Dès que je les ai vus, les nuages sont venus à mon secours. Si vous saviez comme j'ai besoin d'aide. Il n'y a pas un instant où je ne cherche une pierre pour aiguiser l’œil.


Dans un pré j'ai vu un agneau suivre sa mère au millimètre près. Il n'y avait aucune distance entre elle et lui. Il y en avait beaucoup moins qu'entre des amants de légende. Il venait de naître et n'avait qu'elle pour guide. Elle était ses yeux, son âme, son unique certitude sur la terre. Cette vision m'a brisé le cœur. L'air est entré par la brisure.


Un jour, très tôt dans la vie, quelque chose se jette sur nous et nous donne notre visage inguérissable.

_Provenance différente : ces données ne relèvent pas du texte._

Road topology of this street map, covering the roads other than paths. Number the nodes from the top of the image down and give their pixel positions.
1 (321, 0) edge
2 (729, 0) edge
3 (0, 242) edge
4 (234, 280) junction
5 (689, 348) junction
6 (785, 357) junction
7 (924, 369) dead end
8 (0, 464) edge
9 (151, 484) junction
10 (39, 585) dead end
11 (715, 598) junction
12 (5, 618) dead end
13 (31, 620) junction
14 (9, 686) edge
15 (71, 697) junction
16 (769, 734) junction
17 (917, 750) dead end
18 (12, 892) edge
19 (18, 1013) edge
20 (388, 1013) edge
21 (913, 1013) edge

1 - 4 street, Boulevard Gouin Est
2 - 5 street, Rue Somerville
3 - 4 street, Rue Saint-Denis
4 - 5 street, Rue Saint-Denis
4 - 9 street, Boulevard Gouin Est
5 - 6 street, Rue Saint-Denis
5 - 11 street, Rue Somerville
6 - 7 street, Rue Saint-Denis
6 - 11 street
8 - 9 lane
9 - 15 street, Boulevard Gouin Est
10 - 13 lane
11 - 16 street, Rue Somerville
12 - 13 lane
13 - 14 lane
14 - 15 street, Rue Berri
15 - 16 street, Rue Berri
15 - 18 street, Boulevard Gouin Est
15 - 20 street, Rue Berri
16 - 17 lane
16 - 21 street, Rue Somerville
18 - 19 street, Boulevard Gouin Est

Il prend forme à deux ou trois ans puis se cache dans l'ombre des travaux.


Quand j'appuie la pointe du feutre sur le papier délicieusement froid, ma mort ne sait plus mon nom.


Nous avons mille visages qui se font et se défont aussi aisément que les nuages dans le ciel. Et puis il y a ce visage du dessous. A la fin il remonte - mais peut-être parce que ce n'est pas la fin. Peut-être qu'il n'y a jamais de fin - juste ce déchirement sans bruit des nuages dans le ciel inépuisable.